INSTRUCTIONS TO FOLLOW =>
Pick out each line of the records that includes the string "image", and copy it.

RECORDS FOR THE TASK =>
━━━
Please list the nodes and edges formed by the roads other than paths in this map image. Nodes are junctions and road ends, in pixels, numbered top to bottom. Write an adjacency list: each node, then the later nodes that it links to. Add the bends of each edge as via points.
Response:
━━━
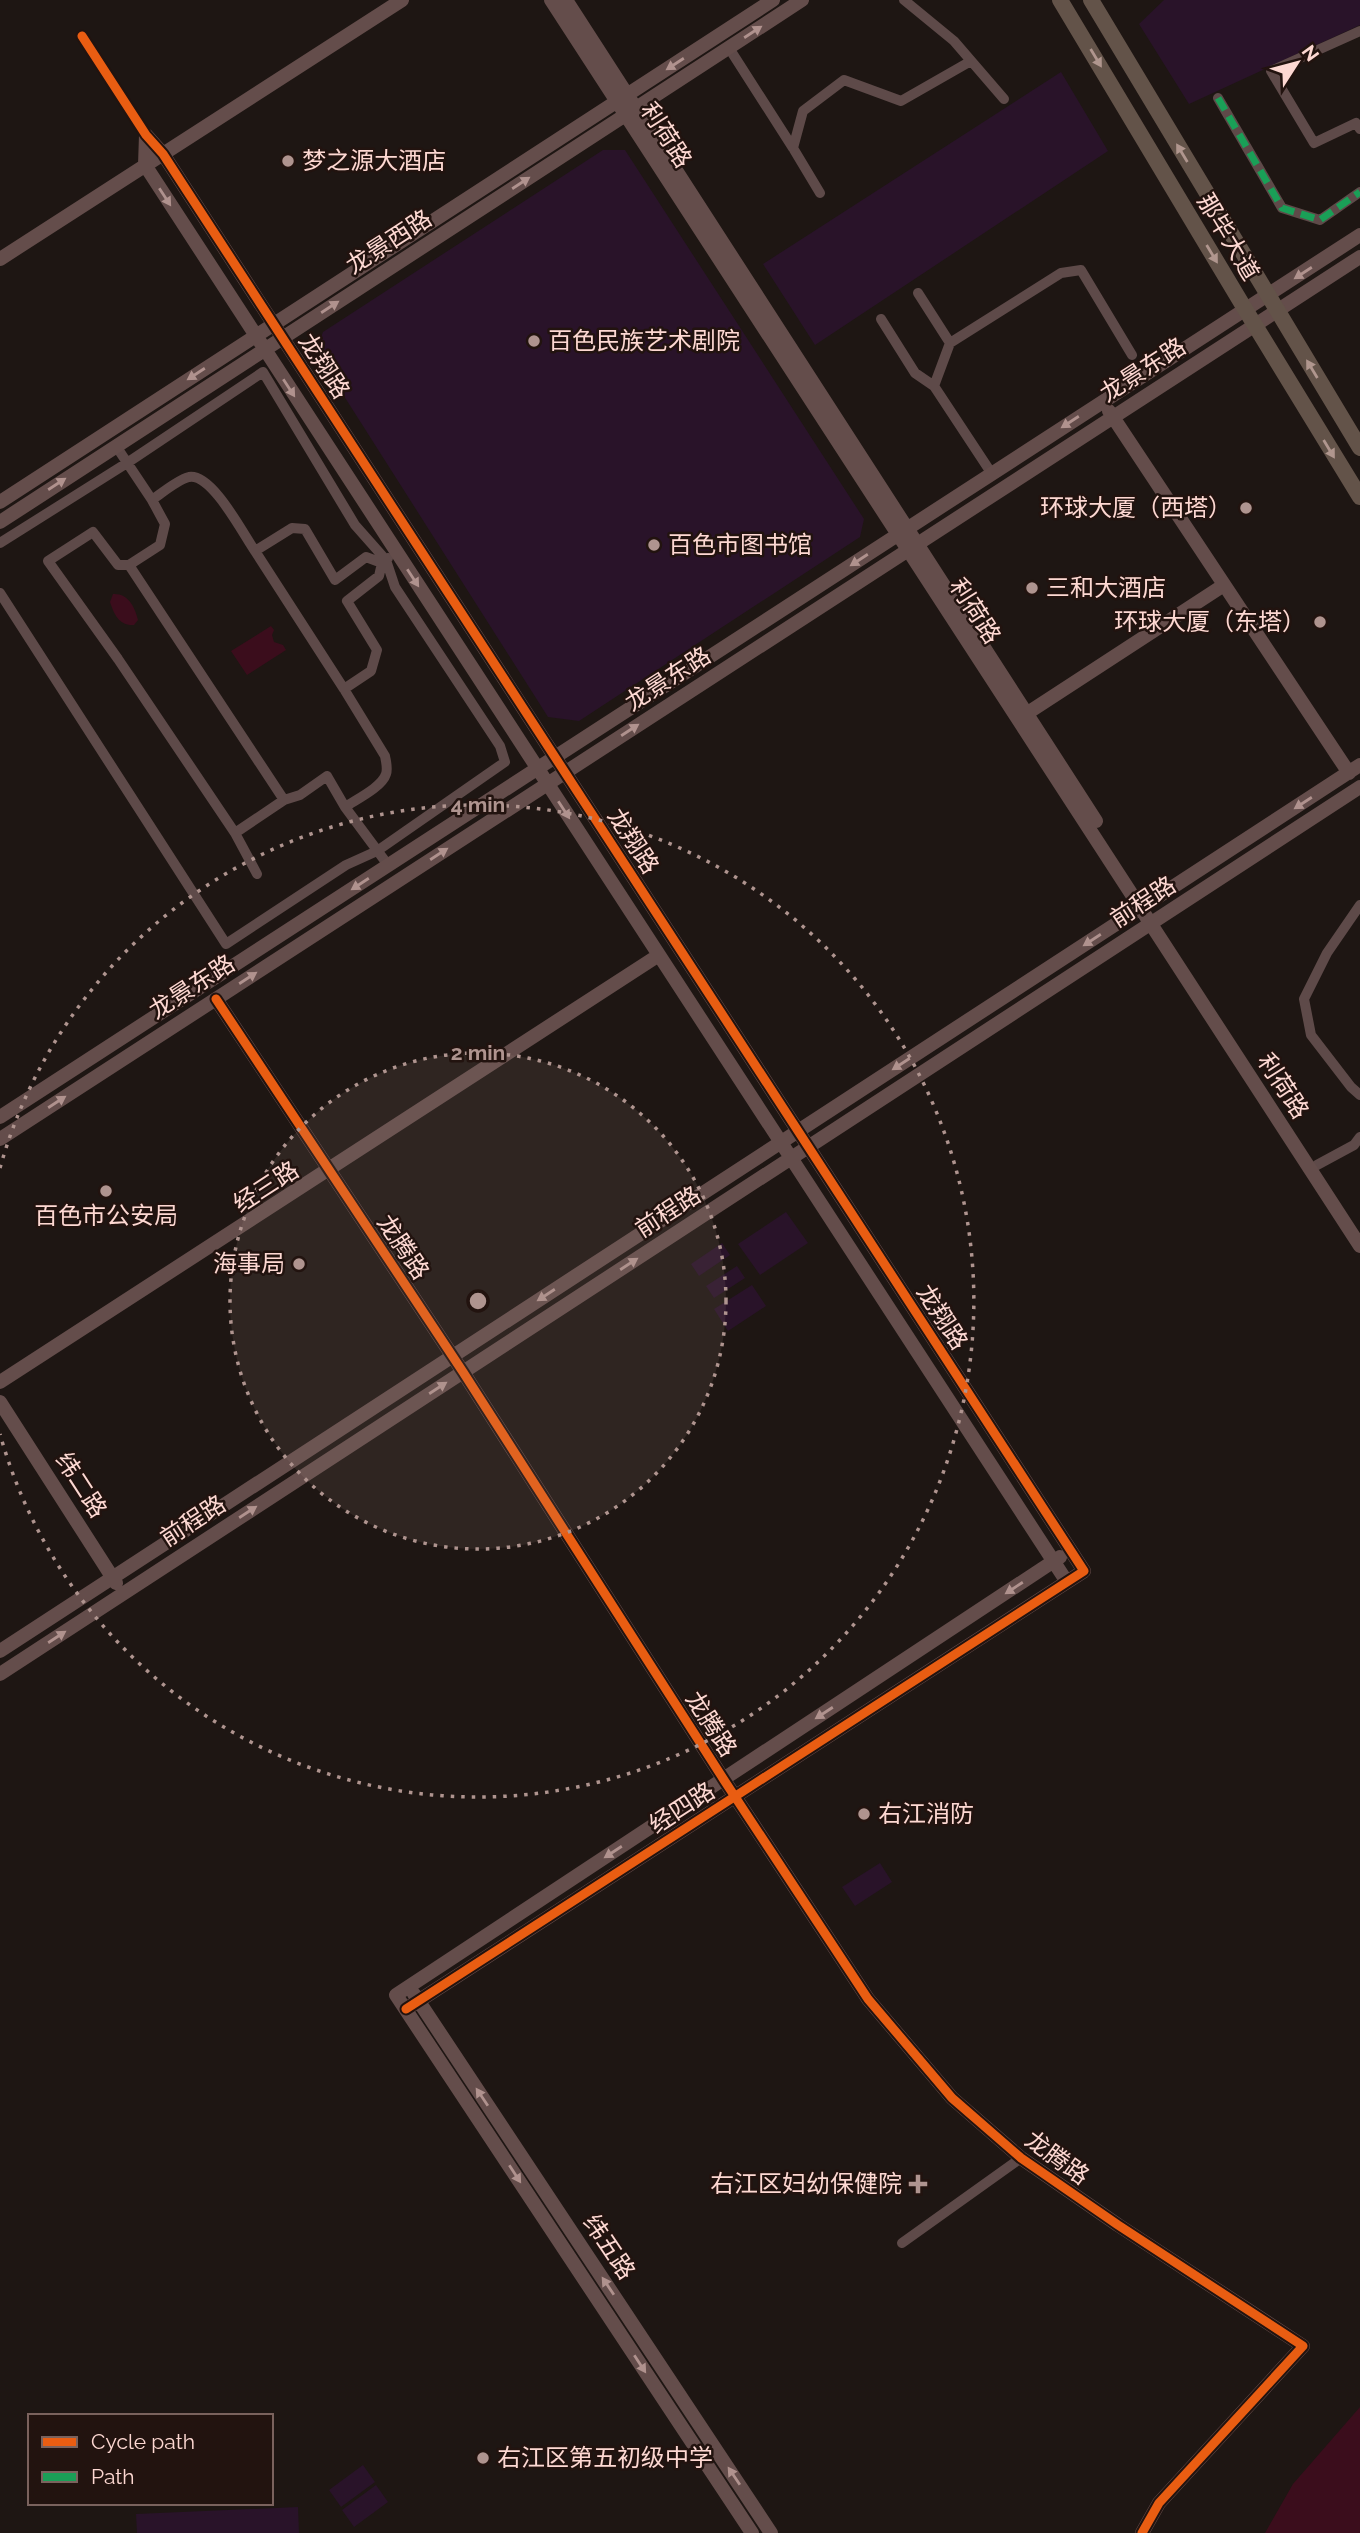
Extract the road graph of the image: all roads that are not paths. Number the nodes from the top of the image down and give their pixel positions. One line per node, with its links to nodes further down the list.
━━━
ANSWER FOR THIS EXERCISE =>
Please list the nodes and edges formed by the roads other than paths in this map image. Nodes are junctions and road ends, in pixels, numbered top to bottom. Write an adjacency list: each node, then the later nodes that it links to. Add the bends of each edge as via points.
Extract the road graph of the image: all roads that are not paths. Number the nodes from the top of the image down and give their pixel positions. One line per node, with its links to nodes further down the list.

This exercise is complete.